では、いわゆる「出雲系」の神社の分布を見ると
出雲、隠岐、石見、播磨、摂津、和泉、紀伊、阿波
と一つの範囲が想定できます。
また銅鐸を見ると、阿波国から40個が出土しています。
出雲からは50個、それに比して大和からは16個と圧倒的に少ない数です。
これらの事から出雲から播磨、そして阿波までの大己貴命を祖先とする「出雲族」
阿波から見ると「長邑」の「長族」の範囲が見えてくるのではないでしょうか。
では、「長族」(以降はあえてこう書きますけど)はどこから来たのか?
以下の事はワタクシめが勝手に書く事なので信じなくてもかまいませんが、どうも
最近インドが気になって仕方ないんです。
最近古代の日本人について考えた事では「那智山青岸渡寺」の縁起として
仁徳帝(313~399)の御代に印度より裸形上人が(釈尊入滅後882年頃)一行六人と共に熊野浦に漂着し、熊野の各地を巡歴し那智大滝に於て観世音を感得し今の堂の地に庵りを造り、其後推古帝の時に(593~629)大和より生仏と云える聖が来て、玉椿の大木に如意輪観世音彫刻し、前の観世音を胸に納められたと寺伝されている。
と紹介しました。
滋賀県東近江市にある天台宗の寺院石塔寺(いしどうじ)は山号を
阿育王山(あしょかおうざん)といいます。
そうです、インドのアショーカ王の名がついています。
石塔寺境内にある石塔の中、三重石塔については、次のような伝承があるそうです。
平安時代の長保3年(1003年)に唐に留学した比叡山の僧・寂照法師は、五台山に滞在中、五台山の僧から、「昔インドの阿育王が仏教隆盛を願って三千世界に撒布した8万4千基の仏舎利塔のうち、2基が日本に飛来しており、1基は琵琶湖の湖中に沈み、1基は近江国渡来山(わたらいやま)の土中にある」と聞いた。
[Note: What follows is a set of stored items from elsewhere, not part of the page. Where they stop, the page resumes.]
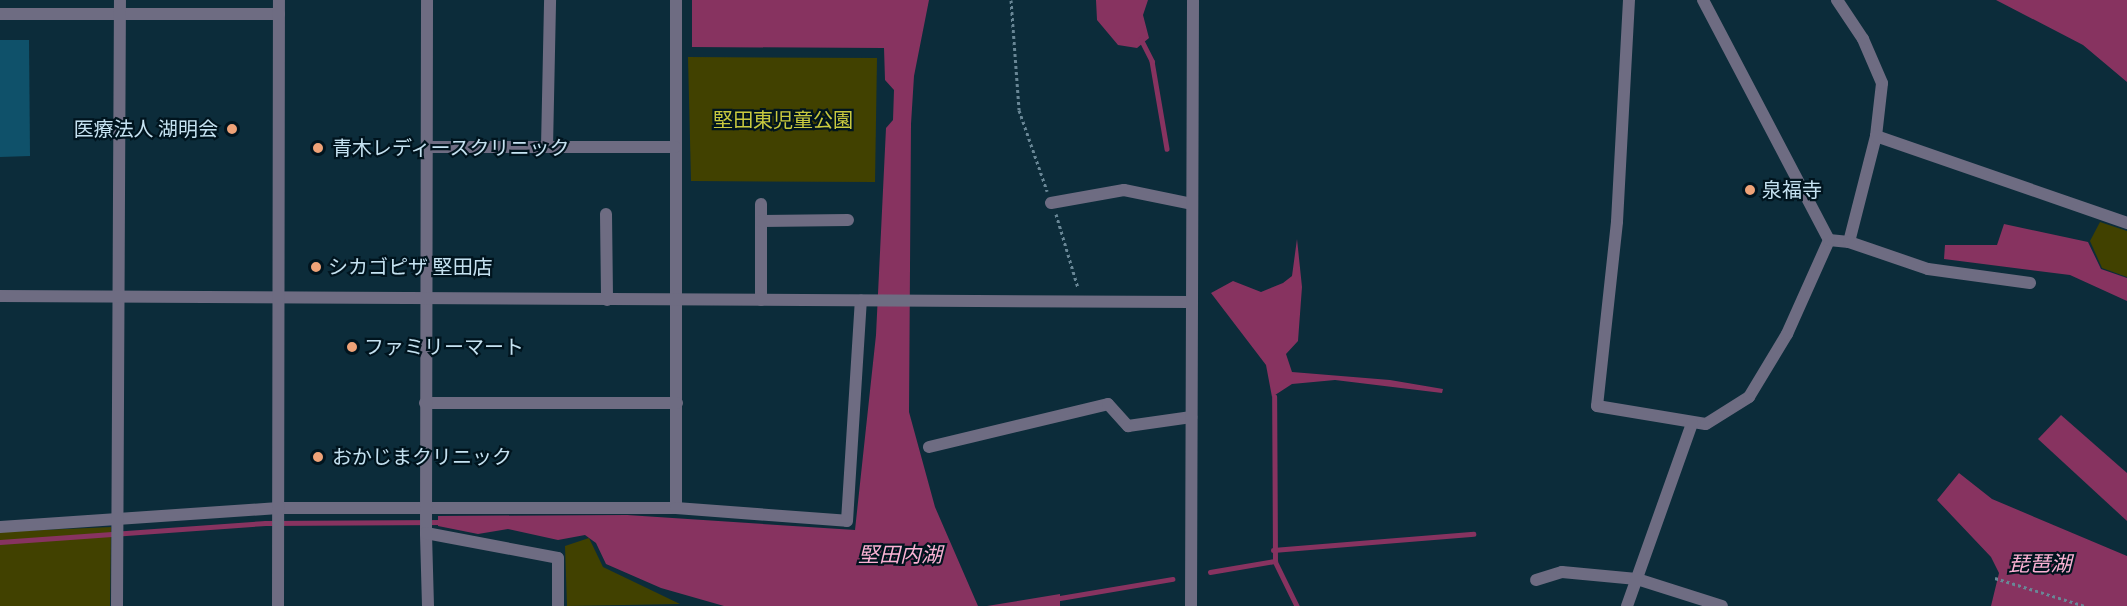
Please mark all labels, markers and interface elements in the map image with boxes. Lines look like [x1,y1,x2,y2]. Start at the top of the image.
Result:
park label: 堅田東児童公園 [713,108,853,132]
place label: 医療法人 湖明会 [74,117,218,141]
marker: 医療法人 湖明会 [223,120,241,138]
place label: 青木レディースクリニック [332,136,572,160]
marker: 青木レディースクリニック [309,139,327,157]
place label: 泉福寺 [1762,178,1822,202]
marker: 泉福寺 [1743,183,1757,197]
place label: シカゴピザ 堅田店 [328,255,492,279]
marker: シカゴピザ 堅田店 [309,260,323,274]
place label: ファミリーマート [364,335,524,359]
marker: ファミリーマート [345,340,359,354]
place label: おかじまクリニック [332,445,512,469]
marker: おかじまクリニック [309,448,327,466]
water label: 堅田内湖 [858,542,942,568]
water label: 琵琶湖 [2009,551,2071,577]

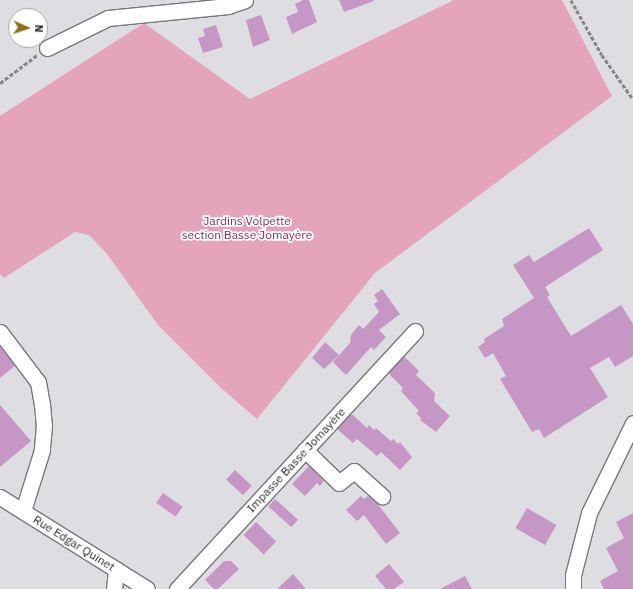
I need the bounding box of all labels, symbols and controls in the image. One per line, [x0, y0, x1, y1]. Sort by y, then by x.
north arrow [8, 8, 48, 48]
text: N [32, 24, 46, 33]
park label: Jardins Volpette section Basse Jomayère [182, 214, 312, 242]
street label: Impasse Basse Jomayère [244, 405, 348, 515]
street label: Rue Edgar Quinet [30, 512, 118, 574]

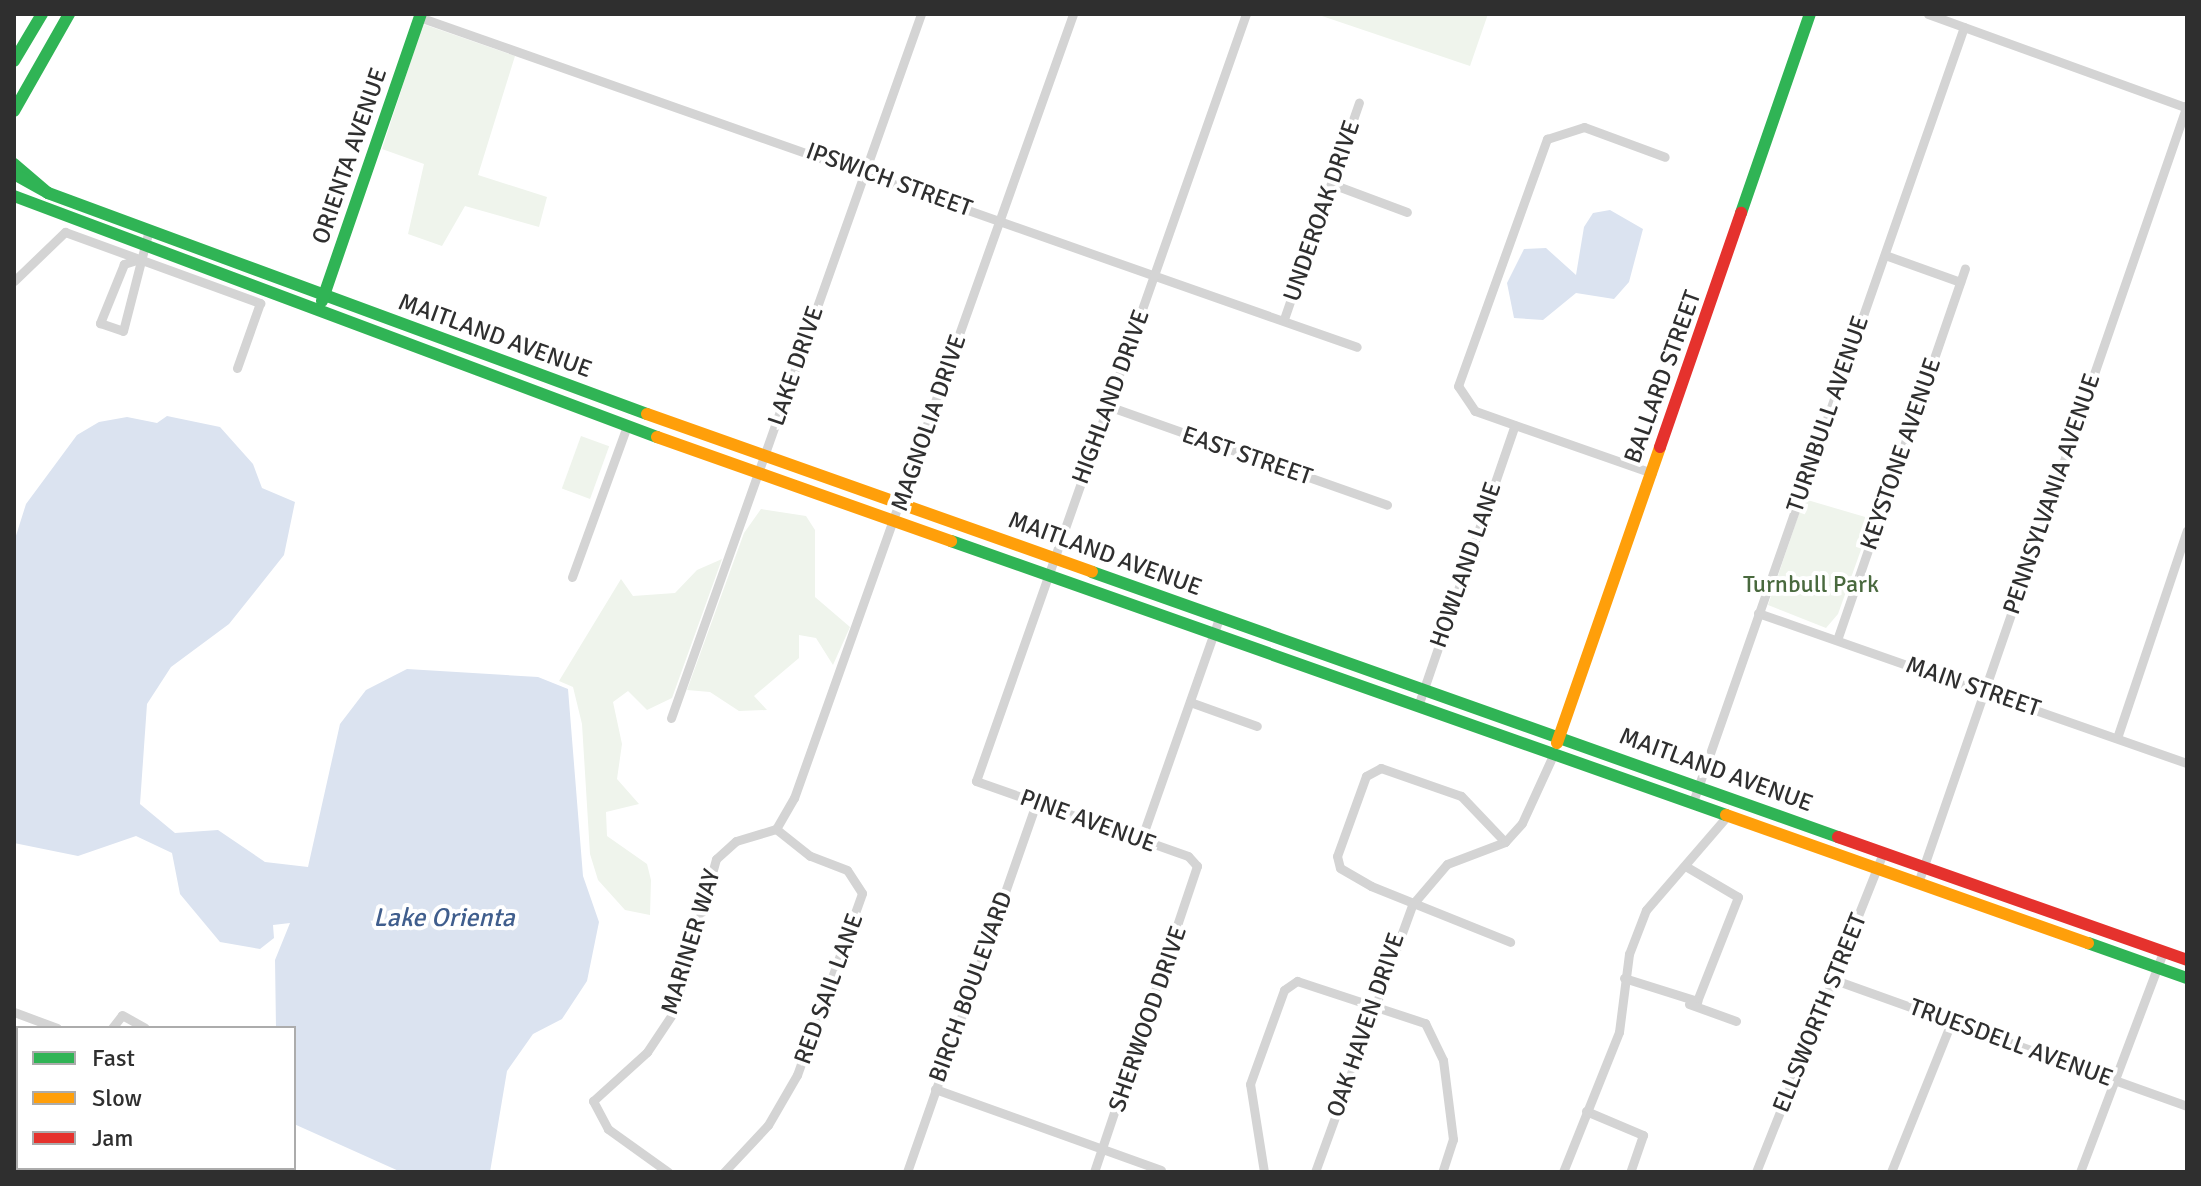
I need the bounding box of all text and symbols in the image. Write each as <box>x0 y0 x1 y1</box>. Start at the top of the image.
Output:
street label: ORIENTA AVENUE <box>306 64 394 248</box>
street label: UNDEROAK DRIVE <box>1278 117 1366 305</box>
street label: IPSWICH STREET <box>802 137 976 223</box>
street label: BALLARD STREET <box>1618 287 1708 467</box>
street label: MAITLAND AVENUE <box>394 288 596 384</box>
street label: LAKE DRIVE <box>762 302 830 430</box>
street label: HIGHLAND DRIVE <box>1066 306 1156 488</box>
street label: TURNBULL AVENUE <box>1781 312 1875 516</box>
street label: MAGNOLIA DRIVE <box>885 331 973 515</box>
street label: KEYSTONE AVENUE <box>1855 354 1947 554</box>
street label: PENNSYLVANIA AVENUE <box>1997 370 2107 618</box>
street label: EAST STREET <box>1178 420 1316 492</box>
street label: HOWLAND LANE <box>1424 478 1508 652</box>
street label: MAITLAND AVENUE <box>1004 506 1206 602</box>
park label: Turnbull Park <box>1743 571 1879 599</box>
street label: MAIN STREET <box>1902 651 2044 723</box>
street label: MAITLAND AVENUE <box>1615 722 1817 818</box>
street label: PINE AVENUE <box>1016 783 1160 859</box>
street label: MARINER WAY <box>655 866 727 1018</box>
street label: BIRCH BOULEVARD <box>923 888 1019 1086</box>
water label: Lake Orienta <box>373 903 515 935</box>
street label: ELLSWORTH STREET <box>1767 909 1873 1117</box>
street label: RED SAIL LANE <box>788 910 870 1068</box>
street label: SHERWOOD DRIVE <box>1103 922 1193 1116</box>
street label: OAK HAVEN DRIVE <box>1321 929 1411 1121</box>
street label: TRUESDELL AVENUE <box>1905 993 2117 1093</box>
legend <box>16 1026 296 1170</box>
text: Fast <box>92 1043 135 1073</box>
text: Slow <box>92 1083 142 1113</box>
text: Jam <box>92 1123 133 1153</box>

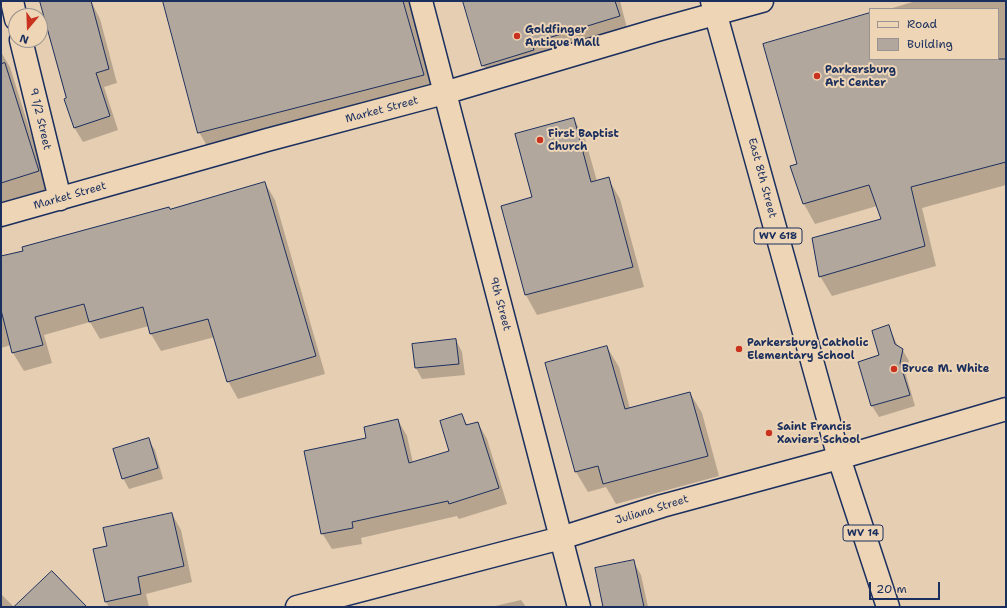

寂照は日本に手紙を送ってこのことを知らせた。3年後の寛弘3年(1006年)、播州明石(兵庫県明石市)の僧・義観僧都がこの手紙を入手し、一条天皇に上奏した。
そして、一条天皇の勅命により、塔の探索を行ったところ、武士の野谷光盛なる者が、石塔寺(本願成就寺)の裏山に大きな塚を発見した。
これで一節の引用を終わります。